**Directions for this task**.
In the entries below, every line with the string "route" is to be reported.

(Dataset entries)
- - -

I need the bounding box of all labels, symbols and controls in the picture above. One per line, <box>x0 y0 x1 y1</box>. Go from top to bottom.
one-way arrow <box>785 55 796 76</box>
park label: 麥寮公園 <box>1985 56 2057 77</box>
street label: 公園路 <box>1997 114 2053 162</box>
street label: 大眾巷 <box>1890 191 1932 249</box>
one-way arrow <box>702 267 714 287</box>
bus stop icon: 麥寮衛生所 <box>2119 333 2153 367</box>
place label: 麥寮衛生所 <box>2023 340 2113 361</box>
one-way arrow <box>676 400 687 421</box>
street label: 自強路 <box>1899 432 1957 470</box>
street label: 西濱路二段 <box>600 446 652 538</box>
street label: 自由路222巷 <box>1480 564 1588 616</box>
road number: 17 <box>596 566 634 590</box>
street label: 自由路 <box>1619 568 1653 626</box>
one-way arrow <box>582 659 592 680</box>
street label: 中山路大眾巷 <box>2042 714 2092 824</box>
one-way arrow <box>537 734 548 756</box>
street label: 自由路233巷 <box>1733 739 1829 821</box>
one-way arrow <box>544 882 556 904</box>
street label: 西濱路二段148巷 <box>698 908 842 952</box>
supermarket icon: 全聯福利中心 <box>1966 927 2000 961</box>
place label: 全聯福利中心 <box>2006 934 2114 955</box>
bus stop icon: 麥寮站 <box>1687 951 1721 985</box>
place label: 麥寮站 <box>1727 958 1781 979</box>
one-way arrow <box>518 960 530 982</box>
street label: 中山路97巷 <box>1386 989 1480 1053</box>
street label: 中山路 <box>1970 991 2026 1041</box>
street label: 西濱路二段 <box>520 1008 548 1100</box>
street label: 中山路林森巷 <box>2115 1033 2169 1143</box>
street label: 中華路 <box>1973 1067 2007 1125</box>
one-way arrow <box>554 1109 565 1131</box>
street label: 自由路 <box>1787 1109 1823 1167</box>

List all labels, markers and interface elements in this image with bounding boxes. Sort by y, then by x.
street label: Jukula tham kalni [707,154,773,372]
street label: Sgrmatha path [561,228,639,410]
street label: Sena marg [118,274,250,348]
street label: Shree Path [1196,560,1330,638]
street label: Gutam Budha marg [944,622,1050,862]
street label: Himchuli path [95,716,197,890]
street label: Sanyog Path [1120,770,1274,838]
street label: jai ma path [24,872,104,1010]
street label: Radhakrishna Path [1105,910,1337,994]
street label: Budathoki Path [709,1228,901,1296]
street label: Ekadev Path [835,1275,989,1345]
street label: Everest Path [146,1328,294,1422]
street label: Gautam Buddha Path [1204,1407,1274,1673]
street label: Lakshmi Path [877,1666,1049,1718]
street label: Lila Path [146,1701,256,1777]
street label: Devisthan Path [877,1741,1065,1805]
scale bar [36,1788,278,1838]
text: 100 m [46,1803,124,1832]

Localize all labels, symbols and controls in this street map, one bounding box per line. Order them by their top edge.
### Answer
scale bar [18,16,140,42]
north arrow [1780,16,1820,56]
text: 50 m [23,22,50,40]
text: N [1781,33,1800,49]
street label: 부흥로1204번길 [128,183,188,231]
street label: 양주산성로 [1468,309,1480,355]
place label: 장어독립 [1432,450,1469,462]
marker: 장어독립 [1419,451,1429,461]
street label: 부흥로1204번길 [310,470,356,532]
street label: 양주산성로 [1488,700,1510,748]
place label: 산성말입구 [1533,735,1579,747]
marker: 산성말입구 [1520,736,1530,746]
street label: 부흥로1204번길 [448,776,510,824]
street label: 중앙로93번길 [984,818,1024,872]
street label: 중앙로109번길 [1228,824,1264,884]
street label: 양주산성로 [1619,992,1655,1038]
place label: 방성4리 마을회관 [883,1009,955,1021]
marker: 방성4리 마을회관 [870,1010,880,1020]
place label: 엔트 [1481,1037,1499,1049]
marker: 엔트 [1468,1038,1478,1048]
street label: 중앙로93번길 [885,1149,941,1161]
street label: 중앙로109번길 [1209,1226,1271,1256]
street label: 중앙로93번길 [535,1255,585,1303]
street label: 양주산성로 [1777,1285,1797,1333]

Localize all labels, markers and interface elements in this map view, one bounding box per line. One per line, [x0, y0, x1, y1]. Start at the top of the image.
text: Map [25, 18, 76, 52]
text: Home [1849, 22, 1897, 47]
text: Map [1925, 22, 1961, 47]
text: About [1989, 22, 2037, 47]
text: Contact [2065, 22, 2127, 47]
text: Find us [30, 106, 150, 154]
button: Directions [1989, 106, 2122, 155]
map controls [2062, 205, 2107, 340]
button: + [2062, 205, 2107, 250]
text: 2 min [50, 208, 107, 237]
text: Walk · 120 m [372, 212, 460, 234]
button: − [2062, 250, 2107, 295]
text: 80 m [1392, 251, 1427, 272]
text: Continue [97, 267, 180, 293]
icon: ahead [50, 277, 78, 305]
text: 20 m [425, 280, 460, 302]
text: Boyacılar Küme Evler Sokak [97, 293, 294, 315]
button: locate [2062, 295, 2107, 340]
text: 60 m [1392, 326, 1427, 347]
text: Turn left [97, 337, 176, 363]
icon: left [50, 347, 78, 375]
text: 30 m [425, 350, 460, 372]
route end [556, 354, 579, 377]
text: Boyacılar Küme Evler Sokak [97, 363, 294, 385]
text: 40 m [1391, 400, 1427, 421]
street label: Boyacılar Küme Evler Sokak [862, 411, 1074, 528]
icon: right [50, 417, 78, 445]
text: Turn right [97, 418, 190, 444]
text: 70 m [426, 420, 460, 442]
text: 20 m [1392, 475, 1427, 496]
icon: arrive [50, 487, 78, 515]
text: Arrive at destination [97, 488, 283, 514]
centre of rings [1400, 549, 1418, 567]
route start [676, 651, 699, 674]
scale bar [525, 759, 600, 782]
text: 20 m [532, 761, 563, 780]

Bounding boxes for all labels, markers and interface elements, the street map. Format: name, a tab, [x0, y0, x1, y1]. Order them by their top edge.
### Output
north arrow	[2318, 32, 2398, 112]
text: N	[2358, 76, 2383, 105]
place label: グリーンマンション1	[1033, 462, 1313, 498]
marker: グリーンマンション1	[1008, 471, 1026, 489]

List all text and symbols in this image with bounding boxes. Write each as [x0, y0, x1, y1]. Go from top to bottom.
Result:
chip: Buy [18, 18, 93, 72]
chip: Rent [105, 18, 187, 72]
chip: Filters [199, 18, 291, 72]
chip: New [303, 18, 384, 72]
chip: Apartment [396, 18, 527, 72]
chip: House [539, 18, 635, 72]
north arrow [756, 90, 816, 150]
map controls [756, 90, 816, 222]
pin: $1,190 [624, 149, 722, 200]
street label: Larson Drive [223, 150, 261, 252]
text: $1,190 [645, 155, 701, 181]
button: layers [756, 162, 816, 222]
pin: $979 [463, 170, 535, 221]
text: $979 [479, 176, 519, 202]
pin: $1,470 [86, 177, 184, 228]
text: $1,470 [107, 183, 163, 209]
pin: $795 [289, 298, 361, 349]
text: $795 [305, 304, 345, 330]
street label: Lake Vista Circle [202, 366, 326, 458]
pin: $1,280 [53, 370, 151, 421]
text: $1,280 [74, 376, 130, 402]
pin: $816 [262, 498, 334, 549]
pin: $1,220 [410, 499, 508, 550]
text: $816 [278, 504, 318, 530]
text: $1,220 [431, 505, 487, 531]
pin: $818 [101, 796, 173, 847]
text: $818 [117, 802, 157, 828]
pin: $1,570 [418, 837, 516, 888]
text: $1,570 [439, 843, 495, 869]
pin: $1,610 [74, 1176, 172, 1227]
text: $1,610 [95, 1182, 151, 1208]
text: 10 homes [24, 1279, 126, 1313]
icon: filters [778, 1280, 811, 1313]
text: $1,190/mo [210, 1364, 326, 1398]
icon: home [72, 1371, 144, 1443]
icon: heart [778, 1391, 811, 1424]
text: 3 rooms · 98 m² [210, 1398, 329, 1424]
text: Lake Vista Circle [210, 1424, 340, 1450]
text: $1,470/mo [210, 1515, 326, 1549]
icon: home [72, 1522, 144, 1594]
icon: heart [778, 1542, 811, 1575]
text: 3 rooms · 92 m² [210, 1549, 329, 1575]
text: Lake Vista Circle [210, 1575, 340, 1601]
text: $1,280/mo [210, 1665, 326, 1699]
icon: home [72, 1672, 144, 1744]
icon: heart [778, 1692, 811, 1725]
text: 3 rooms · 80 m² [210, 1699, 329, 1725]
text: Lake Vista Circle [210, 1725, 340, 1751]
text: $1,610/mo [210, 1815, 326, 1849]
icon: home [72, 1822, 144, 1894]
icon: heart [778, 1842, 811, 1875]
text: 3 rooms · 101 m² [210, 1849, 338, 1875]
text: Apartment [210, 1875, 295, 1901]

- - -

**Solution to the exercise**.
route end [556, 354, 579, 377]
route start [676, 651, 699, 674]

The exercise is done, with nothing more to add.